Tableau historique et pittoresque de Paris depuis les Gaulois jusqu'à nos jours (Volume 8/8)
Part 24
Ce succès sembloit aussi grand qu'inespéré: on étoit ivre de joie à Versailles; on y portoit aux nues ce chancelier «qui, disoient hautement les courtisans, avoit retiré le sceptre du greffe du parlement, pour le remettre entre les mains du monarque.» Insensés qui s'arrêtoient à la superficie du mal, parce qu'ils étoient incapables d'en sonder la profondeur! Tandis qu'ils se réjouissoient ainsi de la victoire que venoit de remporter le ministérialisme, le ministre disgracié triomphoit dans sa retraite, où il s'étoit rendu avec un appareil insultant pour son maître, où bientôt se donnèrent rendez-vous tous les mécontents; et la révolte, si long-temps concentrée dans le parlement, éclata partout. On n'avoit point encore vu autant d'exaspération dans les esprits, de violence dans les murmures, de licence dans les discours et dans les écrits; il ne s'étoit point encore élevé tant de clameurs contre le pouvoir, il n'avoit point encore été en butte à tant d'injures et de sarcasmes. Il s'éleva, de la France entière, un cri en faveur des parlements: nobles et plébéiens, quoique leurs intérêts fussent si différents, sembloient animés de la même fureur; on se soumettoit en frémissant, et ainsi se manifestoit, de toutes parts, cette opposition anarchique que le parlement avoit créée et fomentée, et qui alloit être, avant peu, livrée à d'autres chefs dont il n'étoit, depuis près d'un demi-siècle, que l'aveugle instrument. Un écrivain, à qui cette époque de délire a fait un nom, l'abbé de Mably, publia, au milieu de l'effervescence nationale, un livre dans lequel il traçoit le plan d'une révolution, et ce plan est précisément celui qui, depuis, a été exécuté; mais le moment n'étoit pas encore venu.
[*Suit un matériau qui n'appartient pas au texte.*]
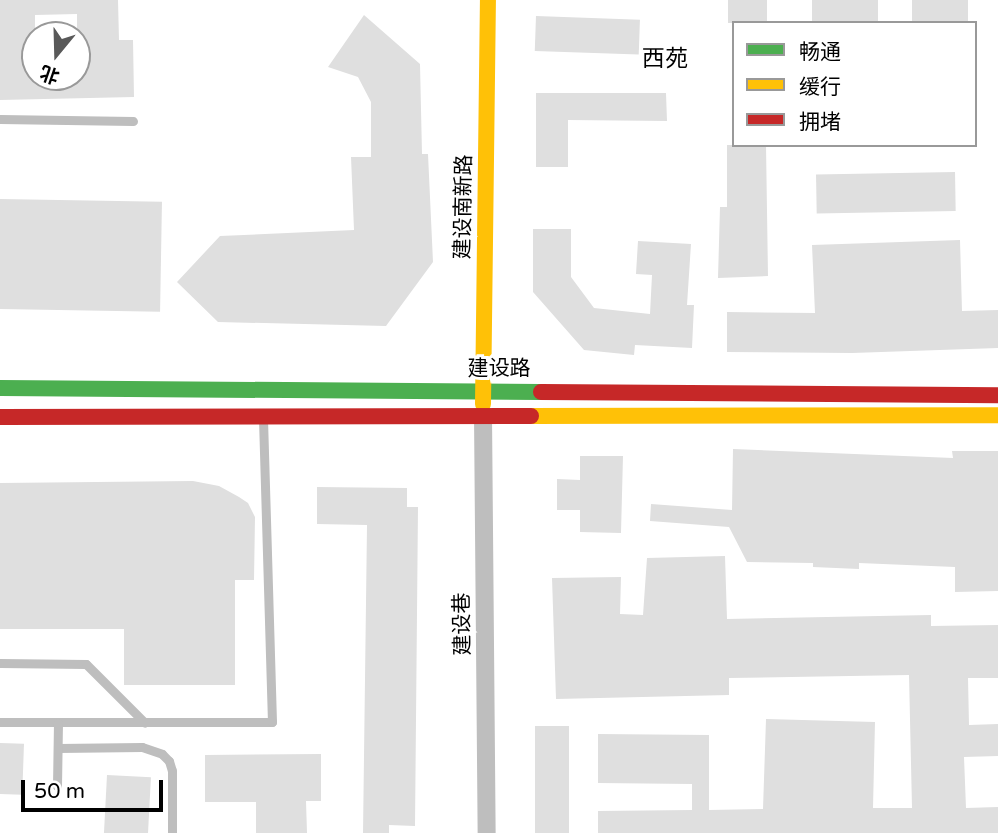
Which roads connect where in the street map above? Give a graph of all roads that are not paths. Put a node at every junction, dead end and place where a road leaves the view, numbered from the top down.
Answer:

Telle étoit alors la puissance des libellistes, que, ne se sentant pas assez forte pour les atteindre et les punir, la cour, plus d'une fois, composa avec eux; et pour quelques-uns qu'elle avoit achetés, en fit naître mille autres qui espéroient se vendre, ou qui étoient sûrs de pouvoir la braver impunément[249]. On vit ce même Malesherbes, que nous ne nommons encore qu'à regret, et qui, sans doute, n'étoit pas un ennemi du trône, adresser à son souverain, sur l'exil du parlement, des remontrances que Voltaire lui-même jugea _trop dures_, et lui parler de la convocation des états-généraux, «comme d'une mesure réclamée par la justice et la nécessité;» tant étoit grand l'esprit de vertige dont tous, et même les plus fidèles, étoient alors possédés.
[Note 249: C'est alors que parurent les _Nouvelles à la main_, libelles qui circuloient aussi librement que les feuilles périodiques autorisées, et où l'on déversoit la haine et le mépris sur le roi, sur les ministres, sur la nouvelle magistrature. Il y eut même des placards régicides affichés dans les places publiques de Paris.]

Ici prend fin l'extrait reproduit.